Comme il est triste de constater à quel point le beau mot de liberté est aujourd’hui galvaudé ! Il semble désormais d’usage de ravaler la liberté au rang d’une simple impulsion égoïste, irréfléchie et aveugle. Quel outrage à la notion dont on dit pourtant qu’elle nous est chérie ! Quel triple camouflet à Descartes, Rousseau et Condorcet dont pourtant nous nous réclamons !

Il est trop clair que cette conception très réductrice ne correspond aucunement au sens que notre devise républicaine donne à la liberté quand elle l’associe à l’égalité et à la fraternité. Cette liberté-là, c’est la liberté de tous ; elle n’est ma liberté que lorsqu’elle s’accorde à la liberté de tous. C’est la liberté du citoyen qui voit plus haut que sa petite jouissance immédiate et qui écoute sa raison quand elle lui dicte de se hausser à la considération des règles communes qui ménagent le bien commun, un bien qu’il ne désire pas moins que les autres et dont il est lui aussi, pas moins que les autres, le bénéficiaire.

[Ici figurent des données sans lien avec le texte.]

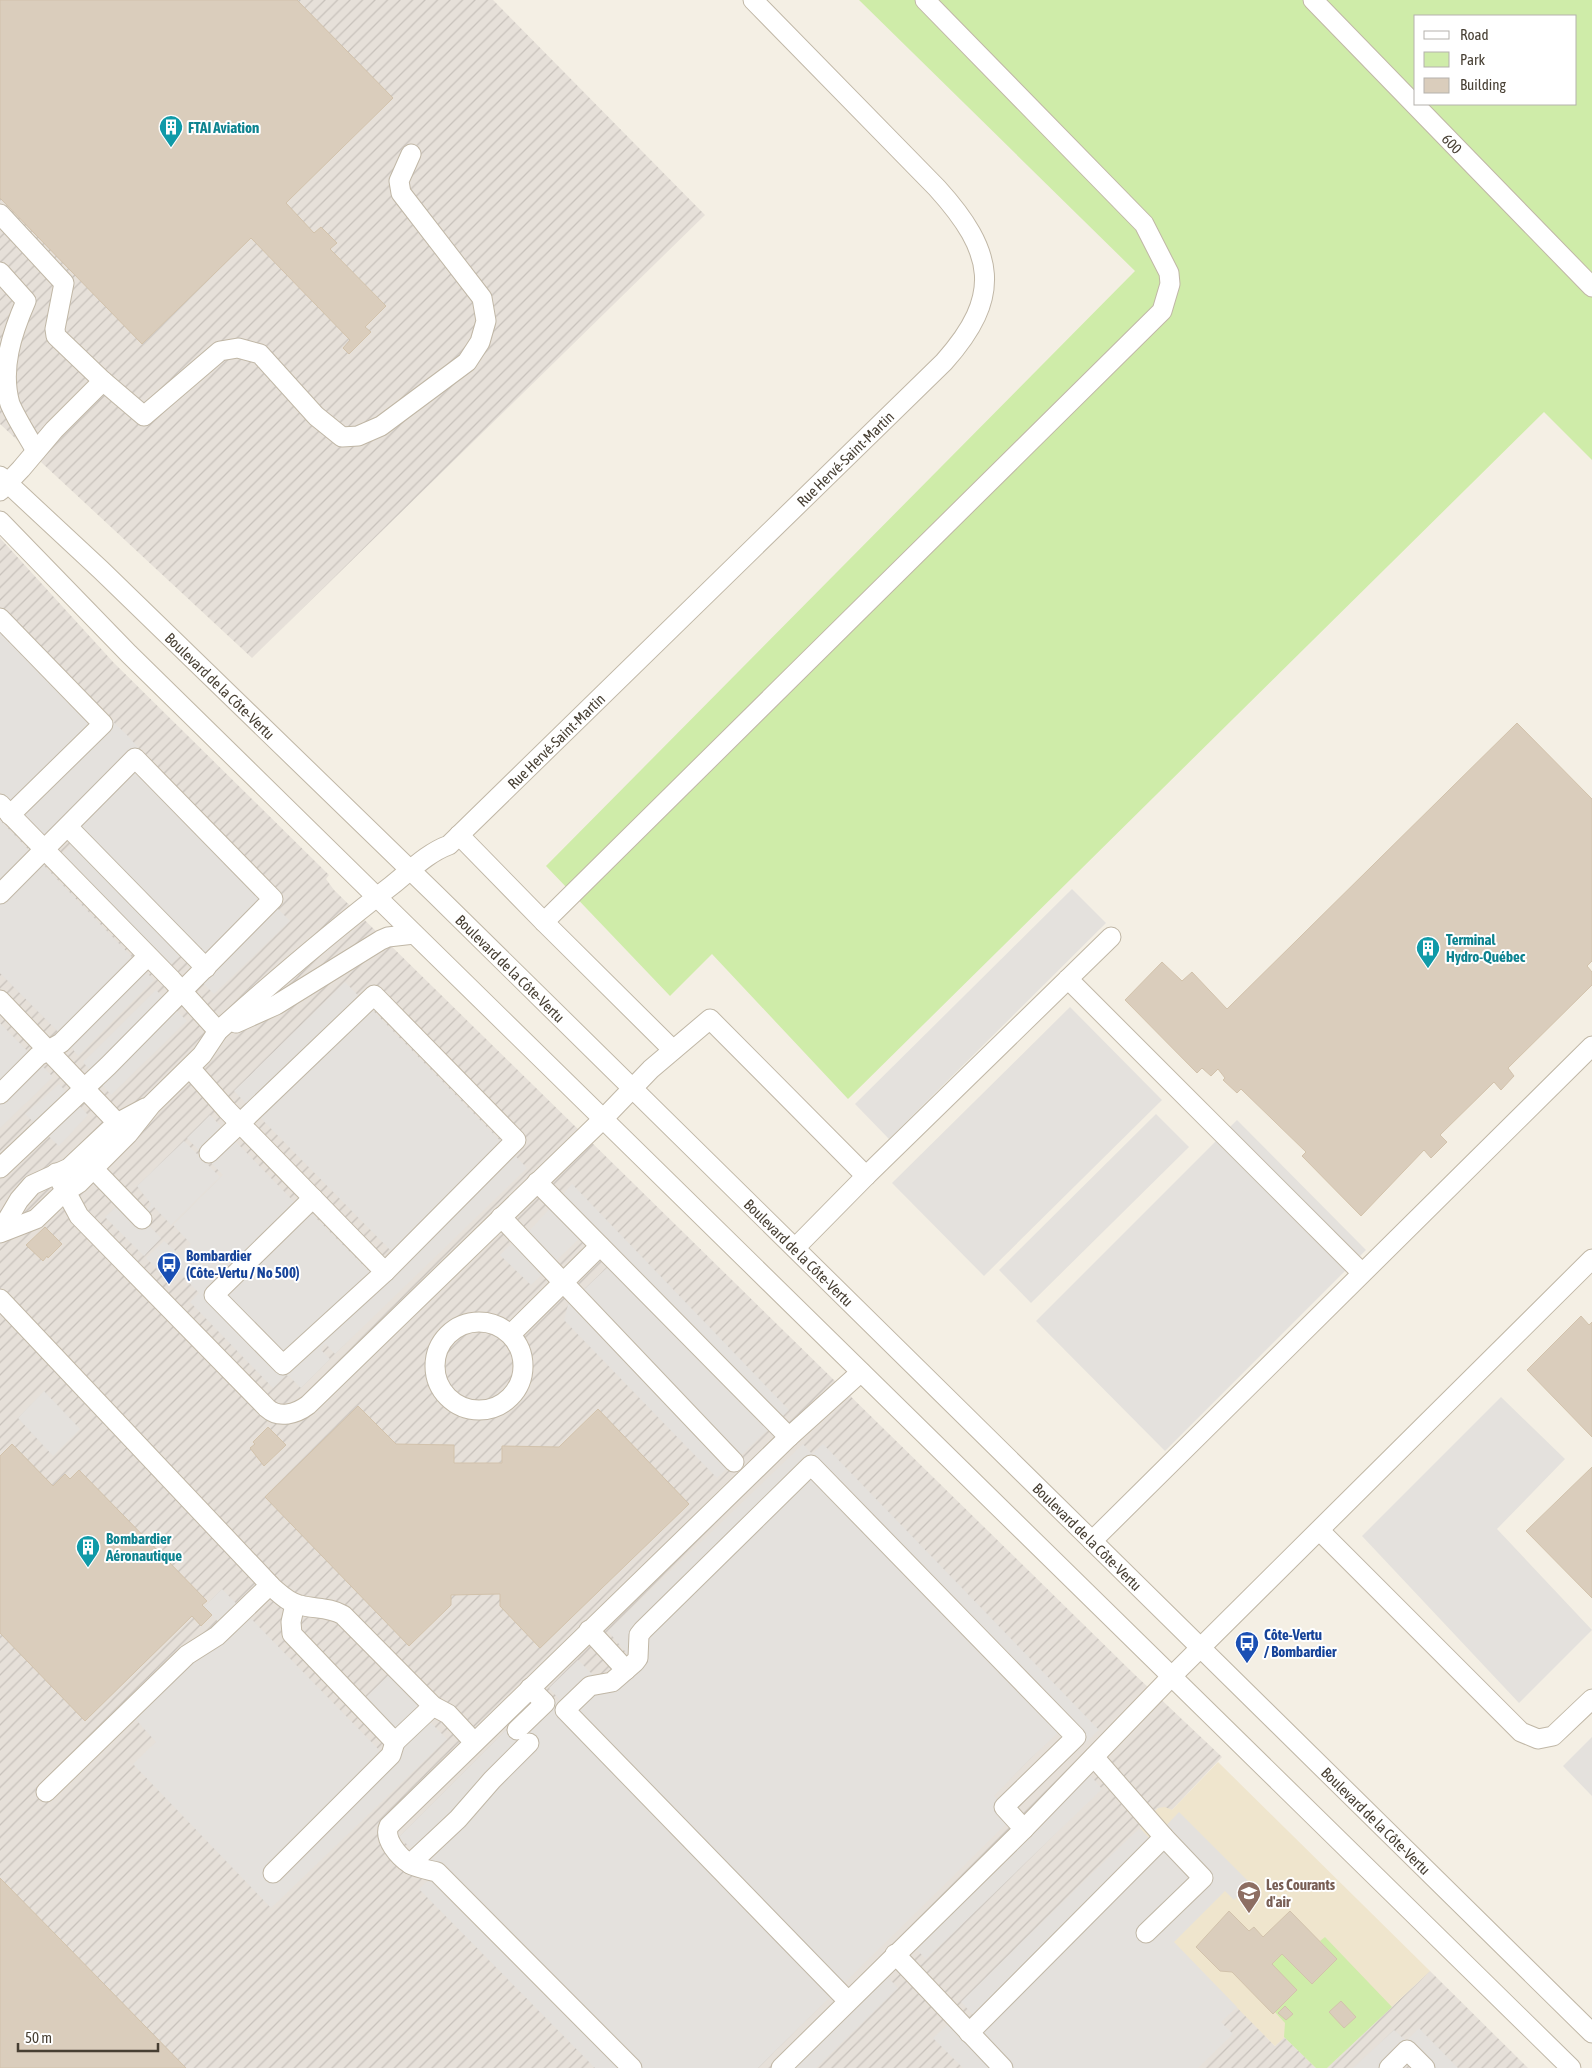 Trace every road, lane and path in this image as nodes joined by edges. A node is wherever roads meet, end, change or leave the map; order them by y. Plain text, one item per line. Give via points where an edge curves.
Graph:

Les faux libéraux qui crient aujourd’hui à la dictature dès que la moindre contrainte pèse sur nos appétences sont ceux-là mêmes qui ont corrompu le sens de la liberté en la dirigeant –néo-libéralisme oblige- vers cette fièvre consommatrice qui nous pousse à nous jeter sur tout produit procurant un plaisir immédiat. Mais qui ne voit la différence entre cette conception abâtardie de la liberté réduite à la quête irréfléchie d’un plaisir qui nous plonge dans une économie de la pulsion et cette autre liberté qui nous ouvre à ce que l’on veut vraiment, profondément, parce que la raison nous montre en clair qu’on y emprunte un vrai chemin d’émancipation, tant individuelle que collective ?

C’est la liberté dont Rousseau nous a donné le modèle et qui donne un nouveau souffle à la notion, la liberté qui s’énonce dans ces lignes impérissables du Contrat Social : l’impulsion du seul appétit est esclavage, l’obéissance à la loi qu’on s’est prescrite est liberté.